BMJ 1999; 319 doi: https://doi.org/10.1136/bmj.319.7221.1366 (Published 20 November 1999) Cite this as: BMJ 1999;319:1366
  1. Lord Walton of Detchant, former warden,
  2. Richard Doll, director, Clinical Trials Service Unit,
  3. William Asscher, former chairman, Committee on Safety of Medicines,
  4. Rosalinde Hurley, former chairman, Medicines Commission,
  5. Michael Langman, professor of medicine,
  6. Raanan Gillon, medical ethicist,
  7. David Strachan, professor of public health sciences,
  8. Nicholas Wald, professor of environmental and preventive medicine,
  9. Peter Fletcher, independent consultant
  1. Green College, Oxford, Oxford OX2 6PS
  2. Clinical Trials Service Unit and Epidemiological Studies Unit, Nuffield Department of Clinical Medicine, University of Oxford, Radcliffe Infirmary, Oxford OX2 6HE
  3. Llangen, Near Bridgend, Vale of Glamorgan
  4. Harold Wood, Essex RM3 0LJ
  5. Department of Medicine, University of Birmingham Queen Elizabeth Hospital, Birmingham B15 2TH
  6. Ethics Unit, Imperial College Health Centre, London SW7 1LU
  7. Department of Public Health Sciences, St George's Hospital Medical School, London SW17 0RE
  8. Department of Environmental and Preventive Medicine, St Bartholomew's Hospital Medical College, London EC1A 7BE
  9. Pharma Services International, The Mill, Stortford Road, Hatfield Heath, Near Bishop's Stortford, Hertfordshire CM22 7DL (Corresponding author)
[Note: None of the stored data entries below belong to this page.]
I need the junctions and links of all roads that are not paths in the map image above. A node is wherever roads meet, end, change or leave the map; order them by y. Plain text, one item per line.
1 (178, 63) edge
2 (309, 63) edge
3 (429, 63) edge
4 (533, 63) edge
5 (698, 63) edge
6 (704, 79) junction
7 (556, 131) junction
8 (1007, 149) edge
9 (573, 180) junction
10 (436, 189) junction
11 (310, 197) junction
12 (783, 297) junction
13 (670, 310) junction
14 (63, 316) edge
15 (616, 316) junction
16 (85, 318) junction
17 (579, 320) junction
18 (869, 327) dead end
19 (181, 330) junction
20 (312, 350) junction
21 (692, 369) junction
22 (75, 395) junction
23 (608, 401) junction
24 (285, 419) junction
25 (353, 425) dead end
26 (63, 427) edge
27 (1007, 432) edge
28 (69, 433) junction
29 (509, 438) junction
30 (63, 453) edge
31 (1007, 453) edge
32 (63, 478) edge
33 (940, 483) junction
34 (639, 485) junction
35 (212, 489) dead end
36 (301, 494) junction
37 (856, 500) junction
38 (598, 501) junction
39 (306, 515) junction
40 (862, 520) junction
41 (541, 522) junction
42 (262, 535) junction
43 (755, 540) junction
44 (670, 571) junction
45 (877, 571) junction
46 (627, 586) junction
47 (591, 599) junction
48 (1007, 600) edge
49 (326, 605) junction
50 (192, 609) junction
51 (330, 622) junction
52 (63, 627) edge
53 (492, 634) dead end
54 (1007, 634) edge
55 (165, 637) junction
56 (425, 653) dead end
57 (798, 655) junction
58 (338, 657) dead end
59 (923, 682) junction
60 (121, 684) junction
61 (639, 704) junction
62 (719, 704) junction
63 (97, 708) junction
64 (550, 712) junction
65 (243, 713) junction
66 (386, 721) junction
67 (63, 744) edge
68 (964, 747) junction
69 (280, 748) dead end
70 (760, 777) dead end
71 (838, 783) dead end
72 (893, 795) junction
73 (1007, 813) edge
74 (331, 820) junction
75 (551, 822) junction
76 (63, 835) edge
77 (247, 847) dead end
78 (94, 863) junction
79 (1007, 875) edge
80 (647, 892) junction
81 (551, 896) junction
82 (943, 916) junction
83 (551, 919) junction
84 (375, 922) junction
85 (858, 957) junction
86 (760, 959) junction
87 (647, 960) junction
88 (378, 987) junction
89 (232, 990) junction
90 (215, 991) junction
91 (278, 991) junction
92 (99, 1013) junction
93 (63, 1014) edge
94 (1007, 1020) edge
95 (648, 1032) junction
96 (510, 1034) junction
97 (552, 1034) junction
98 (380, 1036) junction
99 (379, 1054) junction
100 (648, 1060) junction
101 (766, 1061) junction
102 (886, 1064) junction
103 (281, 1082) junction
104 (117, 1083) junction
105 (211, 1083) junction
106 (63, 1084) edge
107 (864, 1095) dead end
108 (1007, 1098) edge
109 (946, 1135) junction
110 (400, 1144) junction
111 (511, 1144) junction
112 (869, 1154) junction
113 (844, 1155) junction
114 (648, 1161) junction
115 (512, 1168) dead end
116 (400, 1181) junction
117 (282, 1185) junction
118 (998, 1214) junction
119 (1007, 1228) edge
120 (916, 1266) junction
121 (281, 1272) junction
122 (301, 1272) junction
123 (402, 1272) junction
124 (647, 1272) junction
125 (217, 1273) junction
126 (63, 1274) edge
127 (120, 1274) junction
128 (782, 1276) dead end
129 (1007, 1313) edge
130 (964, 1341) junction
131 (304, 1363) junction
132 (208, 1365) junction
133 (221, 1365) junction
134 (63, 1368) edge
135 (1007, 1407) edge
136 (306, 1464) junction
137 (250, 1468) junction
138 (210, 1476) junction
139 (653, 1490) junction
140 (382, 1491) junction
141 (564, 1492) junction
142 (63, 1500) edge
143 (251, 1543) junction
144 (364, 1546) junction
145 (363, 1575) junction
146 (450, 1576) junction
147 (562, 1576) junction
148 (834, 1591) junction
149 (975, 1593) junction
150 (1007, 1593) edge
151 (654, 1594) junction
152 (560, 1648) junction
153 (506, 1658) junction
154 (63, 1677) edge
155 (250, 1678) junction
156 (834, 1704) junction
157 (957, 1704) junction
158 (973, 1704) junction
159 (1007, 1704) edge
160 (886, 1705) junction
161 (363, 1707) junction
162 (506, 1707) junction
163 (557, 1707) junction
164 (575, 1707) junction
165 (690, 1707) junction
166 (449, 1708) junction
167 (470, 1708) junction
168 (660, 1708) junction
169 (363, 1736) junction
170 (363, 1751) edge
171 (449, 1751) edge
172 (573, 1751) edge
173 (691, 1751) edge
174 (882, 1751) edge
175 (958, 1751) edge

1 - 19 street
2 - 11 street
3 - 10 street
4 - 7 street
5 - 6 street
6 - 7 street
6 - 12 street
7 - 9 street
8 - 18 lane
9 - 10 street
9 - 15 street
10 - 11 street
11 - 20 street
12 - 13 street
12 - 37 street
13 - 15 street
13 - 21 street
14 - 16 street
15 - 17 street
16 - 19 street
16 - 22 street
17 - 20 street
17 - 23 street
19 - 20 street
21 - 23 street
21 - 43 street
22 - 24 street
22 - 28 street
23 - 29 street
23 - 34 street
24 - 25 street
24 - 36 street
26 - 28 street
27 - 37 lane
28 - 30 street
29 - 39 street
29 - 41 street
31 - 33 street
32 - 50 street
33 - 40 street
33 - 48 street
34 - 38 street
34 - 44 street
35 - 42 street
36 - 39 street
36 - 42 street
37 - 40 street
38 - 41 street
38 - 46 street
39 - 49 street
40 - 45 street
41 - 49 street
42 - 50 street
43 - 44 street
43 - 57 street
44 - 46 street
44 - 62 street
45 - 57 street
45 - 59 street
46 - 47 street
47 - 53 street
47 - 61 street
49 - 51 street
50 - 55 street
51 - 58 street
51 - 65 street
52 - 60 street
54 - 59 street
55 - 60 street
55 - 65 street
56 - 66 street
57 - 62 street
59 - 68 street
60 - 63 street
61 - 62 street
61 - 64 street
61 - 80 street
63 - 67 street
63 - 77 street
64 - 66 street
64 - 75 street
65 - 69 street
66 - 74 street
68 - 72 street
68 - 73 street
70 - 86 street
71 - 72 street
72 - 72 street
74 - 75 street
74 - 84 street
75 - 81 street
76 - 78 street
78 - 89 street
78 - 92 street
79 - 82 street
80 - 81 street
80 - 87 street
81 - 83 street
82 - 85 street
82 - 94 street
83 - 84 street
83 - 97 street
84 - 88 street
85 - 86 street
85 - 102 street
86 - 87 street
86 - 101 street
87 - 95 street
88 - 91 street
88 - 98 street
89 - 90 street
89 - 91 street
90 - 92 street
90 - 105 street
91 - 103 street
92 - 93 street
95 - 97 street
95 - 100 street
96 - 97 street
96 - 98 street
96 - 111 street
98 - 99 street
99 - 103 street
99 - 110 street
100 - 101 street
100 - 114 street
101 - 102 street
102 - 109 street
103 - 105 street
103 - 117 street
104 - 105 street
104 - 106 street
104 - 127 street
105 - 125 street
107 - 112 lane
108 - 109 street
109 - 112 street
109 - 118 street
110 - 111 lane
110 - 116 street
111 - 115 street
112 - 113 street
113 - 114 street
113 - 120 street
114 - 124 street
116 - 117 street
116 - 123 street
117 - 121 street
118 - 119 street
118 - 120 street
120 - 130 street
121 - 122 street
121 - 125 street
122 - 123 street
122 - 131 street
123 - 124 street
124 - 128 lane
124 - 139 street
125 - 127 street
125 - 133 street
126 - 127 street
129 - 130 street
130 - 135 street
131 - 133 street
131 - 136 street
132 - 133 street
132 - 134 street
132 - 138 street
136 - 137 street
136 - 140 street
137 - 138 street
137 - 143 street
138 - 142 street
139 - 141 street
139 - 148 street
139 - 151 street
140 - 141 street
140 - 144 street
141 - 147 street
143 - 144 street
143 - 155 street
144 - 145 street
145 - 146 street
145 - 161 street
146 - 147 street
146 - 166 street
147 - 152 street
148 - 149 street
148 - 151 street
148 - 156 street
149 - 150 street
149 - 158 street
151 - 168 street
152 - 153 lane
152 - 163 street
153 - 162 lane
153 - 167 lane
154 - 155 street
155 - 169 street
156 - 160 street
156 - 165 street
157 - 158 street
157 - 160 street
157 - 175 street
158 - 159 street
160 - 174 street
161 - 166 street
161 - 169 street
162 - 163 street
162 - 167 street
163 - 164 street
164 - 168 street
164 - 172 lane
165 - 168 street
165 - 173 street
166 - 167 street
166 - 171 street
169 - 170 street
    EDITOR—During this century well conducted clinical and epidemiological research has formed the basis of remarkable advances in medical knowledge. The benefits provided to countless patients by these advances have greatly outweighed the possible risks entailed in clinical studies. The success of these endeavours has been well safeguarded by established laws, directives, regulations, and guidelines. Research using patient records has provided important information on factors predisposing to disease and successful outcomes.

    A recent legal case—Source Informatics (now owned by IMS Health) v Department of Health, 28 May 1999—now threatens much healthcare research by suggesting that the use of patient data that have been subjected to procedures ensuring the anonymity of …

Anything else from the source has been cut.